Bima Engels & Margot Hubers

A LIVING ABSTRACTION 16 dec 2011 / 19 feb 2012

Everything in nature is alive. Even a stone or a thought.

A stone is product of nature. A thought is something which only the intelligence of a creature can generated. The only similarity between a stone and a thought is the fact that they both are images. A visible and an invisible image. This new insight made me realize I made a mistake. I always thought there existed a dividing line between stone and thought. Between realism and abstraction. This line has never existed. From that moment on I suddenly realized that an image is an image. To discriminated an image , cialis by putting a line in your mind , sovaldi sale which deferments the position of an image is madness. A stone and a thought are equal. They are both beautiful images. And an image contains always live. Even a dying image is nevertheless alive. When I finally understood this I discovered something which I call a living abstraction.

What is a living abstraction? Is it possible to give a definition?

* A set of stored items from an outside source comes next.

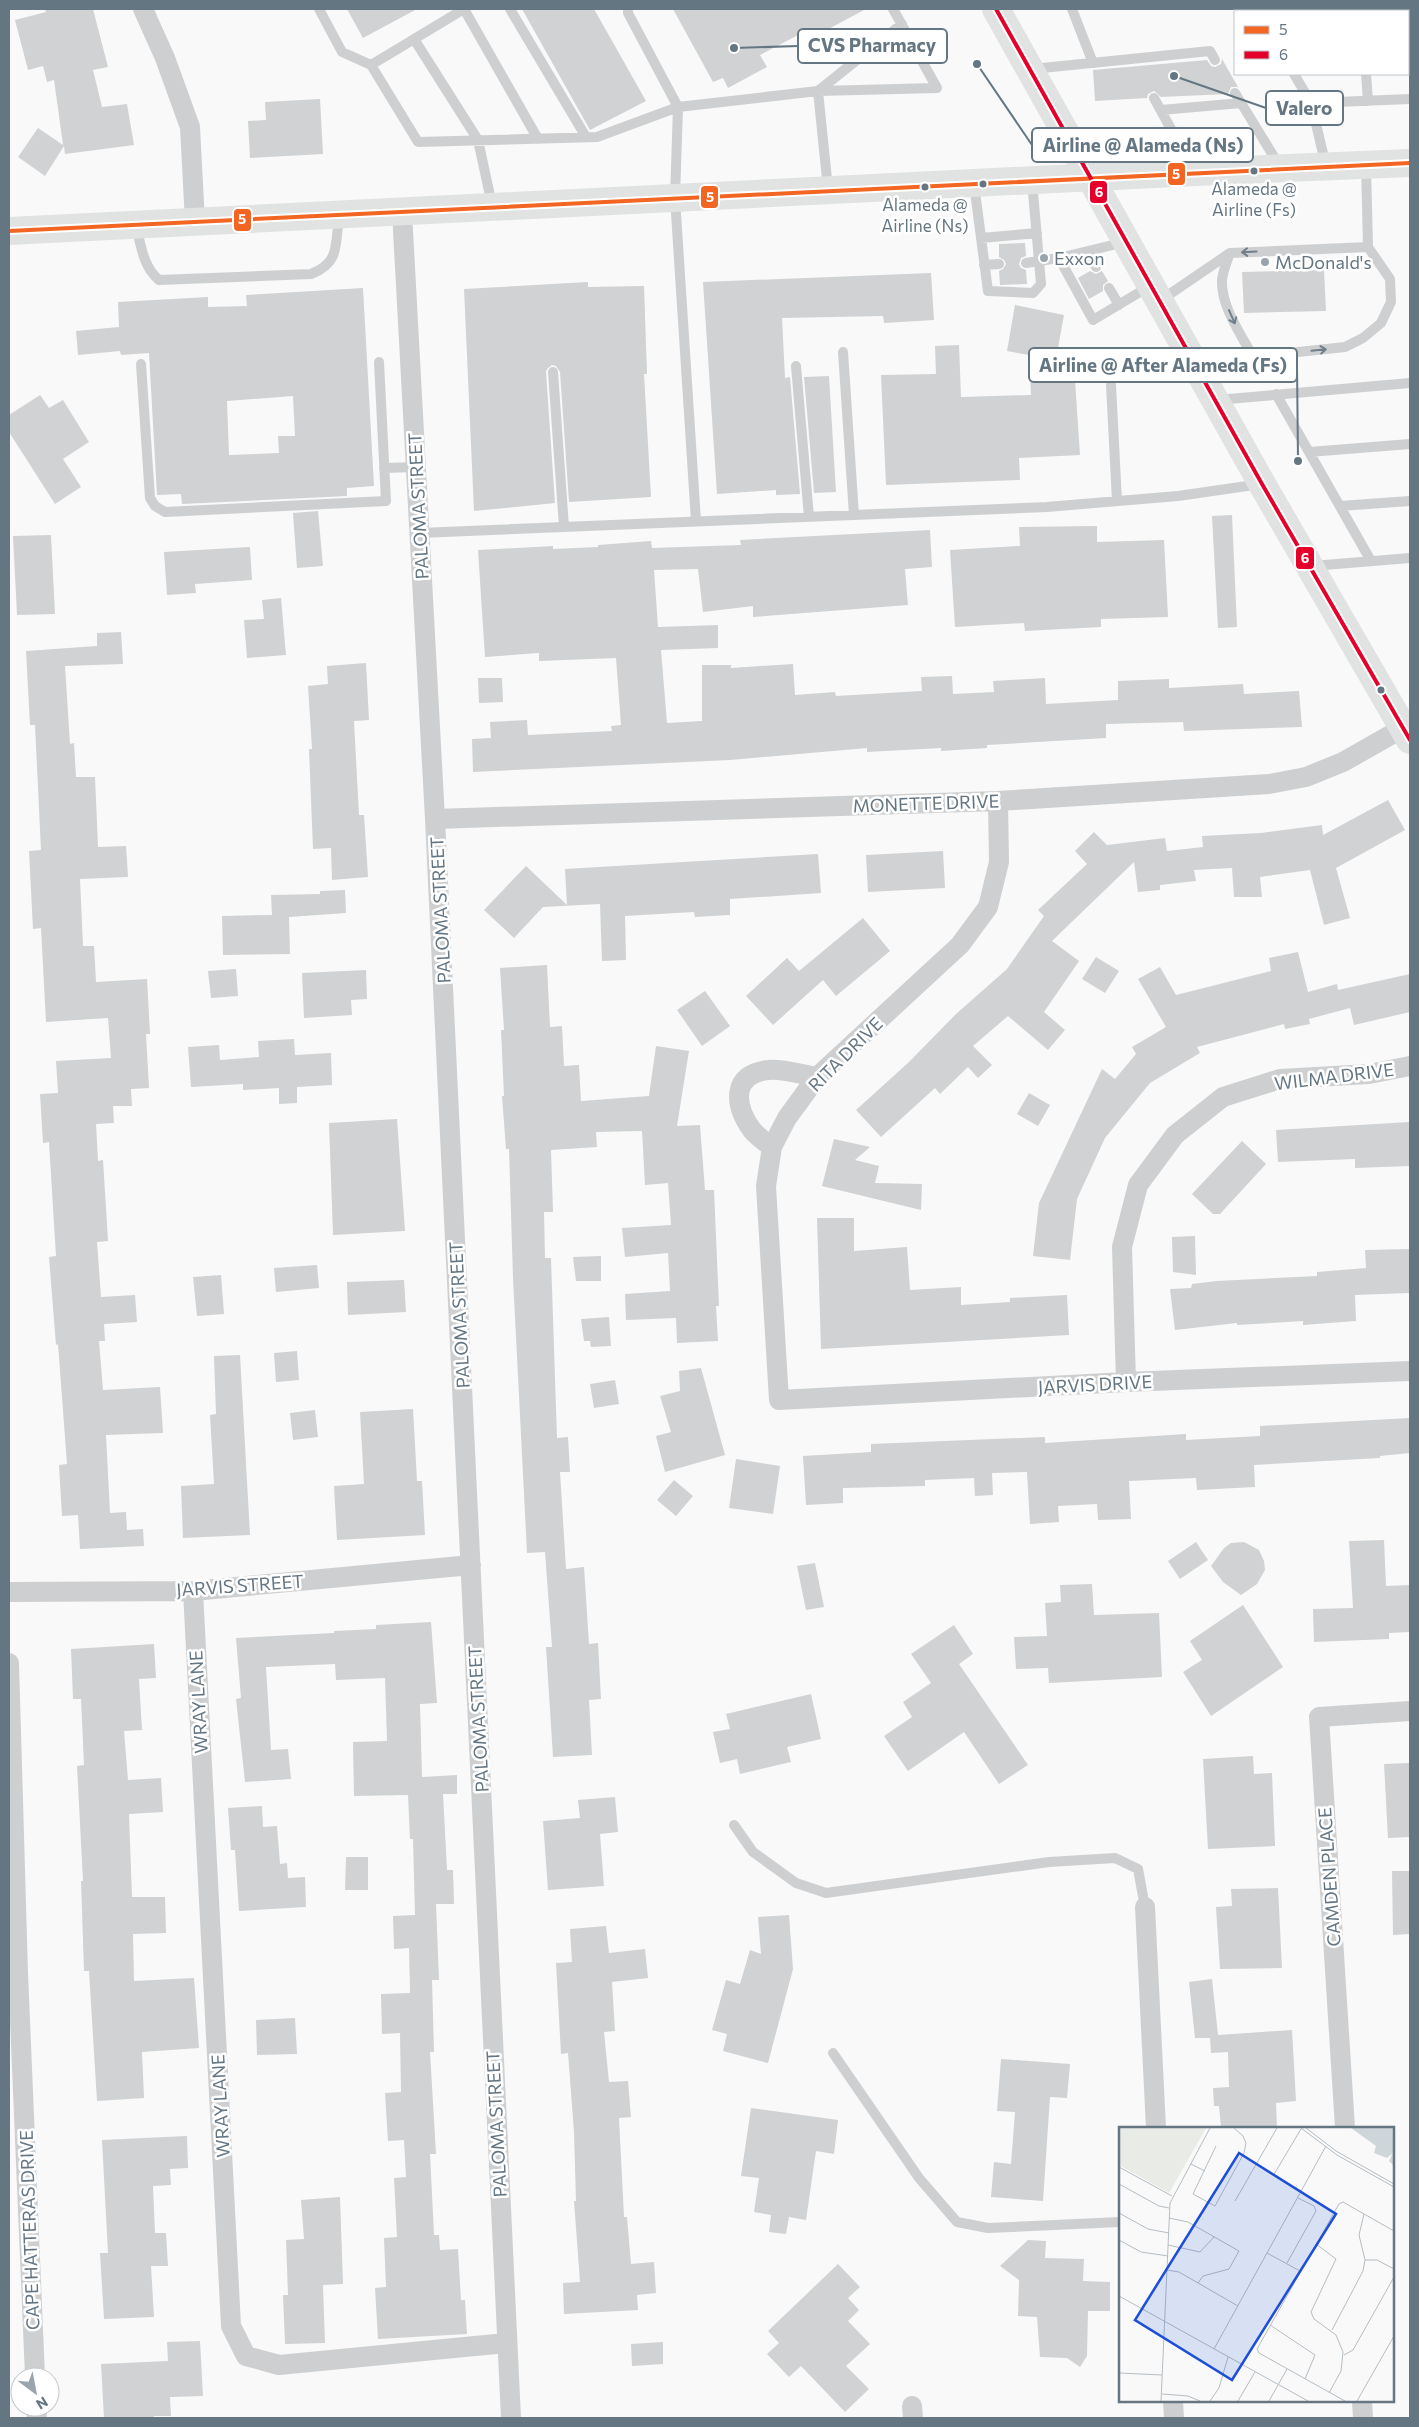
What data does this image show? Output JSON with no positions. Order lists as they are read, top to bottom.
{
  "streets": {
    "street": [
      "PALOMA STREET",
      "MONETTE DRIVE",
      "RITA DRIVE",
      "WILMA DRIVE",
      "JARVIS DRIVE",
      "JARVIS STREET",
      "WRAY LANE",
      "CAMDEN PLACE",
      "CAPE HATTERAS DRIVE"
    ]
  },
  "crossings": [
    ["PALOMA STREET", "MONETTE DRIVE"],
    ["PALOMA STREET", "JARVIS STREET"],
    ["PALOMA STREET", "WRAY LANE"],
    ["MONETTE DRIVE", "RITA DRIVE"],
    ["RITA DRIVE", "JARVIS DRIVE"],
    ["WILMA DRIVE", "JARVIS DRIVE"],
    ["JARVIS STREET", "WRAY LANE"]
  ],
  "places": [
    "CVS Pharmacy",
    "Airline @ Alameda (Ns)",
    "Valero",
    "Alameda @ Airline (Fs)",
    "Alameda @ Airline (Ns)",
    "Exxon",
    "McDonald's",
    "Airline @ After Alameda (Fs)"
  ],
  "lines": ["transit line 6", "transit line 5"],
  "legend": ["5", "6"],
  "north": "bottom right"
}
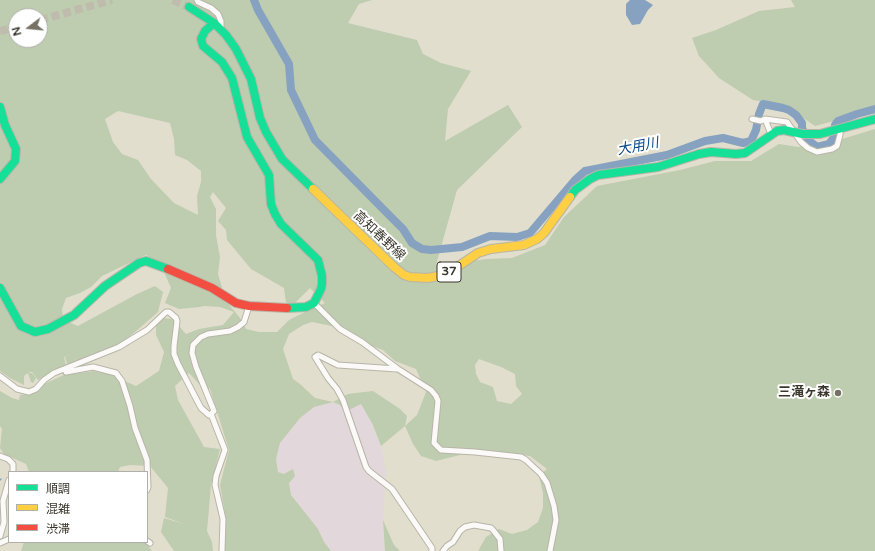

A living abstraction is nothing more than a condition. A tree , a car even an human-being are all living objects nothing more ,nothing less. But their condition is always changing. These conditions have the possibility to change in something better or in something worse. The fact that this is possible throws a new light on the meaning of the word live.

This fact , that a living creature slowly can improve , is an indication that live is a developing abstraction. You never know what eventually will happen.

This ruthless developing process is a characteristic feature of the living abstraction. I dare therefore to proclaim this formulae :

Nature can result into life. Life can result into a living abstraction

I agree that I give a different name to a condition we all call live. But this formulae shows an very important development . It shows the development who eventually can result into a living abstraction. A stone and a thought can become therefore living abstractions.